The biggest problem you might run into is the absolute necessity of connecting the Slingbox up to an Ethernet connection. I don’t know about you, but I don ‘t have one of these in my living room. And you people with dial-up connections are totally out of luck.
So you have two options: you can pay someone to run Ethernet cable around your house, or you can get a gizmo offered by Sling Media that wirelessly connect the Slingbox to all that equipment in your living room.
And, still, you people with dial-up connections are totally out of luck. If you want to use a Slingbox, you’re going to have to give in and get some kind of high-speed Internet access. Sorry, but that’s the way it is.
Pricing and Availability
The Slingbox itself is $200, while the software for Windows Mobile Pocket PCs is $30. The wireless networking do-hickey I mentioned is $100.
The beta version for WM Smartphones is available on the Sling Media web site.
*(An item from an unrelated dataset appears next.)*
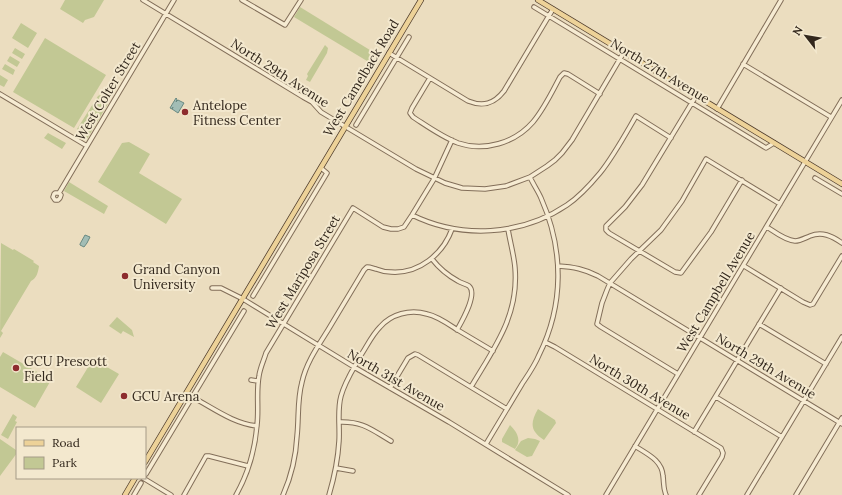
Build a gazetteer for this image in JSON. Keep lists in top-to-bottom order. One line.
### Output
{"streets":{"main road":["North 27th Avenue","West Camelback Road"],"street":["North 29th Avenue","West Colter Street","West Mariposa Street","West Campbell Avenue","North 31st Avenue","North 30th Avenue"]},"crossings":[["North 27th Avenue","North 29th Avenue"],["North 27th Avenue","West Campbell Avenue"],["North 29th Avenue","West Camelback Road"],["North 29th Avenue","West Colter Street"],["North 29th Avenue","West Mariposa Street"],["North 29th Avenue","West Campbell Avenue"],["West Camelback Road","North 31st Avenue"],["West Mariposa Street","North 31st Avenue"],["West Campbell Avenue","North 30th Avenue"]],"places":["Antelope Fitness Center","Grand Canyon University","GCU Prescott Field","GCU Arena"],"legend":["Road","Park"],"north":"top left"}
It is currently free, but I suspect the final version will eventually cost the same as the Pocket PC one.
Not surprisingly, the primary version of this application is for Windows PCs, and there’s no charge for this.
Sorry Palm OS and and Mac OS X users, at this point there’s no good way for you to use a Slingbox. While there’s been talk from Sling Media of a version for both these platforms, there has been no commitment on any kind of timetable for these.